Canadian home prices rose at a brisk pace in March, led by the capital region of Ottawa-Gatineau, data showed on Monday, even as measures taken to contain the coronavirus outbreak pummelled economic activity.
The Teranet-National Bank Composite House Price Index, which measures changes for repeat sales of single-family homes, showed prices were up 0.6 per cent in March from February.
The price gain was double the average rise for March over the past 10 years, said Marc Pinsonneault, a senior economist at National Bank of Canada.
Prices rose in seven of the 11 metropolitan areas in the index, with Ottawa-Gatineau up 1.1 per cent and Vancouver climbing by 1 per cent.

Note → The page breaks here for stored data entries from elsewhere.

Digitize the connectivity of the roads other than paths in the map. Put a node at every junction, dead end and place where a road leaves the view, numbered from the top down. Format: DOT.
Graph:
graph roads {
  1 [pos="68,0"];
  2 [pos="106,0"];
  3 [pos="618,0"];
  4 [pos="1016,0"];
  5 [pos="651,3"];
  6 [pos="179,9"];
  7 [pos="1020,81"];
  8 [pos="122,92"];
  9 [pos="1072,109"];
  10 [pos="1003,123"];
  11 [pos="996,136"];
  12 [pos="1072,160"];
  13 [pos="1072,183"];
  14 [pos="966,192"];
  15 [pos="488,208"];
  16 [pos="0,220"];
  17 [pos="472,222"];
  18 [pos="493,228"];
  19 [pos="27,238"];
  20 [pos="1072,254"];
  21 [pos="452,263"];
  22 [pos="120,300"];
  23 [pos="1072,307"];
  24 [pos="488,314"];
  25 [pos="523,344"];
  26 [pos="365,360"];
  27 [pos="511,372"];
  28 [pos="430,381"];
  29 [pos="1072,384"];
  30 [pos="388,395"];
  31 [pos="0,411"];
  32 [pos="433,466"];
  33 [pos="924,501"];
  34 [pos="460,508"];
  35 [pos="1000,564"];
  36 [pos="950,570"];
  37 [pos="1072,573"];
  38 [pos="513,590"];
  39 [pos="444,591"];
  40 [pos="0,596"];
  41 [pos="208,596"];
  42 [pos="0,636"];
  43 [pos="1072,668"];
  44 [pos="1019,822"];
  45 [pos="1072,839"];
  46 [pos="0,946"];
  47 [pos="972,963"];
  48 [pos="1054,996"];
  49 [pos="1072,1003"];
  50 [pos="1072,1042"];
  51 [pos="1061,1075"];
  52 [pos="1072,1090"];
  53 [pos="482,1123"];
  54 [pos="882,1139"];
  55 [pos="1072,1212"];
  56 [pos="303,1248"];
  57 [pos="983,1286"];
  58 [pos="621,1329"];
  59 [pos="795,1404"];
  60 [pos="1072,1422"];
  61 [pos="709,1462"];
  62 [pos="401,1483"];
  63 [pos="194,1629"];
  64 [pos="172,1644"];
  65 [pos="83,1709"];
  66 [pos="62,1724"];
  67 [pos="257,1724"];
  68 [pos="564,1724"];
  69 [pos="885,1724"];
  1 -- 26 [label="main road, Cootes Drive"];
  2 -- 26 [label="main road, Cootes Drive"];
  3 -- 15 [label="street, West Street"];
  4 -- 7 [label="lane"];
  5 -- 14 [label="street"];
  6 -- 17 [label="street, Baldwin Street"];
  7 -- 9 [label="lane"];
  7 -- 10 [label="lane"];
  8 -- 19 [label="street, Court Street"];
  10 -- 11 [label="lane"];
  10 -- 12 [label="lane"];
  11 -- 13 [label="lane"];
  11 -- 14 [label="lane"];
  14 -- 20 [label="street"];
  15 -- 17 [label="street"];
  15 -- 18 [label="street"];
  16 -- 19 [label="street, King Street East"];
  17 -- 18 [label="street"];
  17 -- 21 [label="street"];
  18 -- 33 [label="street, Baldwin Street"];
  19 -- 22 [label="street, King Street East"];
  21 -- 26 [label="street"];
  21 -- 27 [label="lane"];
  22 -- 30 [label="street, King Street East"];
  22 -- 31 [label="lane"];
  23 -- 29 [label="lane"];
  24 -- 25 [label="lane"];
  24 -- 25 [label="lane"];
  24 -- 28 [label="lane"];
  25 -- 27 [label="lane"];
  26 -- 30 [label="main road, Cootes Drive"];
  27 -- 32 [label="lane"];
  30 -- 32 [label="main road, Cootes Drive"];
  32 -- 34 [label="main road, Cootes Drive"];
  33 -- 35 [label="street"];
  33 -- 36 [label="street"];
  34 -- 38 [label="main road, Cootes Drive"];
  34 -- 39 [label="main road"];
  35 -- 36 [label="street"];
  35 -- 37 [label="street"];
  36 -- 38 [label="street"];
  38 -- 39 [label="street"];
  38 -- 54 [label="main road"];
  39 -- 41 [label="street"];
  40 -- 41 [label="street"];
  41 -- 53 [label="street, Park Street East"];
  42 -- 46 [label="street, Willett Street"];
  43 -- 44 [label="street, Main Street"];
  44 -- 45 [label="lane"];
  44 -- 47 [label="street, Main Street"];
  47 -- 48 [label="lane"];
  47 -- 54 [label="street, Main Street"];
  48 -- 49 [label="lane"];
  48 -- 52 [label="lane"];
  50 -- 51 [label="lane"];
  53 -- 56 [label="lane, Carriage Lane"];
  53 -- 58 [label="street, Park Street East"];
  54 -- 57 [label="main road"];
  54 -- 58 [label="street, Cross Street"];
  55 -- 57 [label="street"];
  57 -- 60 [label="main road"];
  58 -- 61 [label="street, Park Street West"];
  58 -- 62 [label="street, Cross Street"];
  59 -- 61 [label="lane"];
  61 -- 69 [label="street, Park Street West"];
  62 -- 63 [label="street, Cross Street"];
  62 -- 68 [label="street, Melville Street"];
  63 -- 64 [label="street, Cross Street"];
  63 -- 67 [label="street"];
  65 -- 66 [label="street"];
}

Compared with the same month a year ago, the index climbed by 3.8 per cent, its strongest pace since June, 2018. It was the eighth consecutive month that the year-over-year gain accelerated.
The Bank of Canada has slashed interest rates by 150 basis points since the start of March to ease the economic impact of the coronavirus pandemic, but mortgage rates have not fallen as much due to strains in financial markets. (One hundred basis points equal one percentage point.)
Data this week from the Canadian Real Estate Association showed that buyers and sellers in the housing market moved to the sidelines over the second half of March. Also this week, a flash estimate from Statistics Canada showed that Canada’s economy shrank a record 9 per cent in March from the previous month.